All of this was wrapped in emotion alone, and facts were beside the point. It was visceral and dirty, and full of snarky comments meant to demean those who should be despised and venerate those who, even without seeing, believe.

When I work a moving job, I usually pack the truck. I’m pretty good at it. It requires knowing the order: boxes first, then base pieces, leaving room for awkwardly shaped objects. Everything goes in its place. As I scanned the objects and the space in the box of the truck, it struck me that none of these rules had been followed in this, our latest national mess.

The hearings were finished before the most explosive allegations against Kavanaugh even came to light. What followed was days of bizarre wrangling and delays. During this time, all of the potential witnesses came forward to either deny the allegations or at least say they could not recall them. Meanwhile more allegations came forward, each less credible and corroborated than the last. It was as if I was asked to pack a truck with no control of which objects came when, just shove it in and see what happens.

Optics Is Everything

By the time we were finishing the job, Kavanaugh had just started testifying. I gathered from my phone he had gotten emotional, angry even, in his defense. Pundits who ran the gamut from Jennifer Rubin to Ezra Klein, a distance science can’t yet measure, proclaimed that his anger showed he was unfit for the Supreme Court. They had perhaps forgotten that when personally involved in a case, judges recuse themselves.
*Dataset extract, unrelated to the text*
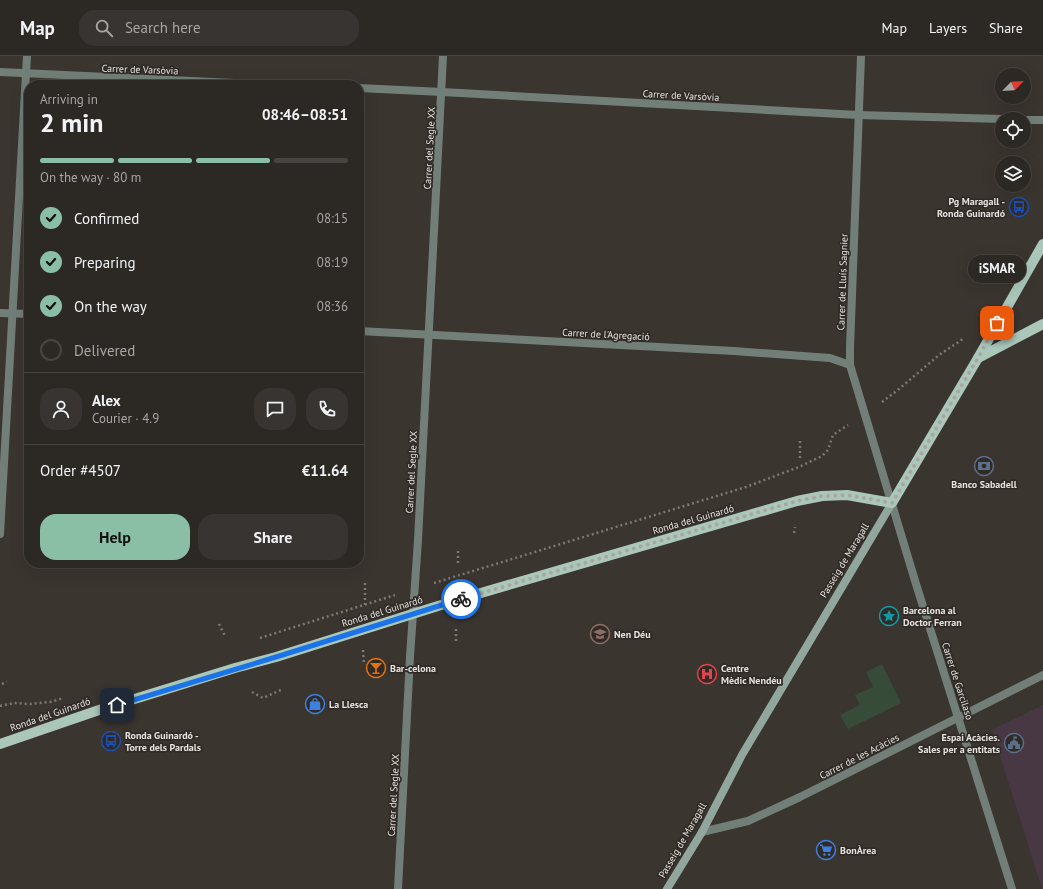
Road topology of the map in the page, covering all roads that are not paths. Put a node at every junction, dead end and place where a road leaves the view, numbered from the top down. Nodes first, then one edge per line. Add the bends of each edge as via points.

What did his anger mean? Was it evidence that he was innocent, or evidence of guilt? It wasn’t evidence of anything. In fact, it wasn’t evidence. Was his anger organic or a planned tactic? I don’t know. You don’t know. Much like Ford’s claims, nobody knows except those involved. But that doesn’t stop a news media so allergic to facts from hot-taking the cake out of the oven before it has risen and calling it a crepe.

In a reasonable, working, healthy society, Ford’s allegations would have gone through regular order. Statements would have been taken from majority and minority staff to present to the committee that would have chosen how to move forward in a bipartisan way. Democrats rejected this. Instead, they wanted this show, this circus. I don’t like the actual circus, and I like this one even less.

Today I took a break from punditry and, like most Americans do, I worked a hard day and helped someone get something done. The majority of Americans, like the guys I work with, don’t spend all day dissecting Senate hearings while coming up with sarcastic comments that can go viral about them. They work and expect, or at least used to, that they can read the news and get some reasonable facsimile of what actually happened.

More than that, they vote and hope that the people they elect are serious, fact-minded people who do not allow emotion to rule the day. At least they used to. Yesterday’s hearing was a farce. Yes, I say that without having watched it. After I got home, I went to my local Greek food place and the owner, who keeps the news on all day, said, “Dave, did you watch Jerry Springer Congress today?” That about sums it up.

My position on the Kavanaugh nomination has not changed since the day she came forward. I do not have enough evidence or information to know whom to believe. In the absence of such evidence, I believe he should be confirmed. I respect those who disagree, who say there will be a cloud over the court if he is confirmed, or that in this Me Too era even unverifiable allegations must be acted upon as if they were true.

What I cannot respect is anyone who says he believes Ford or believes Kavanaugh no matter what. That position is simply not backed up by any rational approach to facts. Now that I’m back from my little hiatus, I understand more clearly than ever how broken our discourse is, and how badly we need a return to facts, evidence, and the basic standards of reason. Farcical sideshows like yesterday’s drive us farther from that goal. I’m glad I didn’t watch it.